== Supplied records
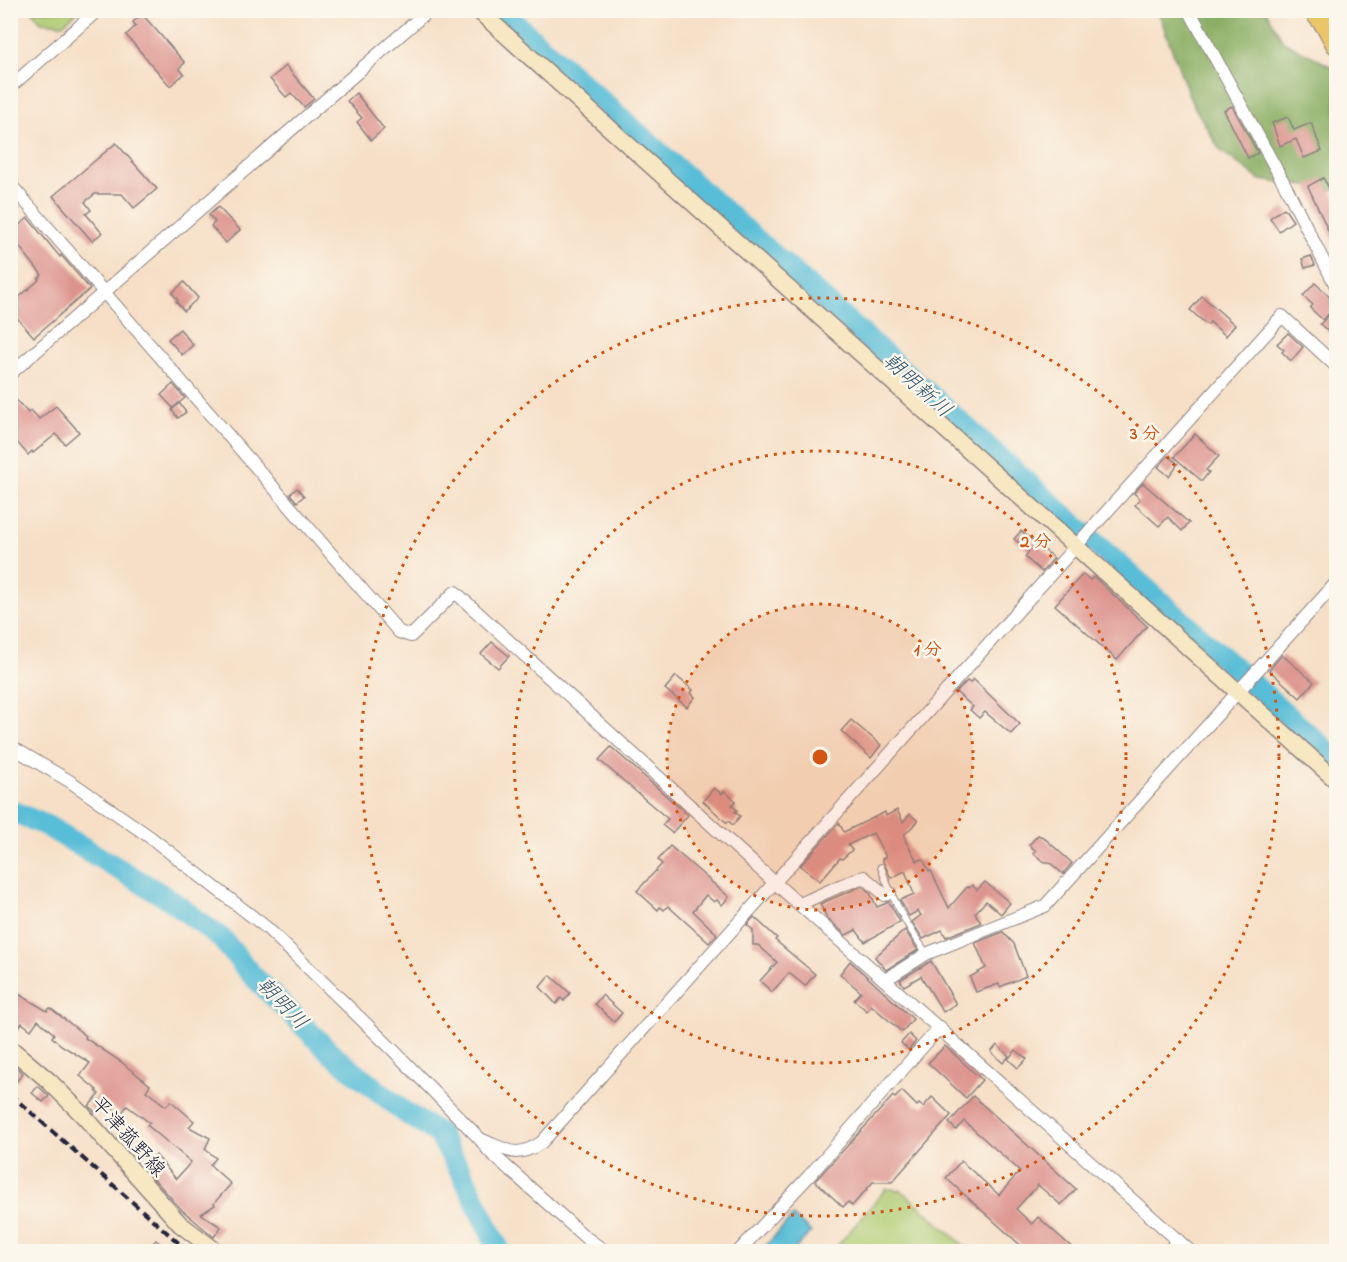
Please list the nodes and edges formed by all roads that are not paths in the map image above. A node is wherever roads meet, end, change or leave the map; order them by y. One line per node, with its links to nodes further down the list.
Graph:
1 (98, 10): 7 (street)
2 (429, 10): 10 (street)
3 (478, 10): 13 (street)
4 (1190, 10): 9 (street)
5 (1313, 10): 6 (main road)
6 (1336, 44)
7 (10, 87)
8 (10, 184): 10 (street)
9 (1336, 286)
10 (105, 292): 12 (street); 19 (street)
11 (1336, 366): 13 (street)
12 (10, 374)
13 (1083, 539): 15 (street); 19 (street)
14 (1336, 583): 15 (street)
15 (1241, 688): 17 (street); 22 (street)
16 (10, 746): 26 (street)
17 (1336, 780)
18 (881, 867): 20 (lane)
19 (774, 882): 21 (street); 26 (street)
20 (890, 893): 21 (street); 22 (lane)
21 (800, 904): 23 (street)
22 (927, 954): 23 (street)
23 (885, 980): 24 (street)
24 (940, 1027): 27 (street); 30 (street)
25 (10, 1048): 28 (street, 平津菰野線)
26 (480, 1139): 29 (street)
27 (1178, 1240): 31 (street); 32 (street)
28 (217, 1251)
29 (606, 1251)
30 (738, 1251)
31 (1168, 1251)
32 (1191, 1251)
====
To do. Without any pictures, output the entries above exactly as they appear.

Solution to this exercise.
Please list the nodes and edges formed by all roads that are not paths in the map image above. A node is wherever roads meet, end, change or leave the map; order them by y. One line per node, with its links to nodes further down the list.
Graph:
1 (98, 10): 7 (street)
2 (429, 10): 10 (street)
3 (478, 10): 13 (street)
4 (1190, 10): 9 (street)
5 (1313, 10): 6 (main road)
6 (1336, 44)
7 (10, 87)
8 (10, 184): 10 (street)
9 (1336, 286)
10 (105, 292): 12 (street); 19 (street)
11 (1336, 366): 13 (street)
12 (10, 374)
13 (1083, 539): 15 (street); 19 (street)
14 (1336, 583): 15 (street)
15 (1241, 688): 17 (street); 22 (street)
16 (10, 746): 26 (street)
17 (1336, 780)
18 (881, 867): 20 (lane)
19 (774, 882): 21 (street); 26 (street)
20 (890, 893): 21 (street); 22 (lane)
21 (800, 904): 23 (street)
22 (927, 954): 23 (street)
23 (885, 980): 24 (street)
24 (940, 1027): 27 (street); 30 (street)
25 (10, 1048): 28 (street, 平津菰野線)
26 (480, 1139): 29 (street)
27 (1178, 1240): 31 (street); 32 (street)
28 (217, 1251)
29 (606, 1251)
30 (738, 1251)
31 (1168, 1251)
32 (1191, 1251)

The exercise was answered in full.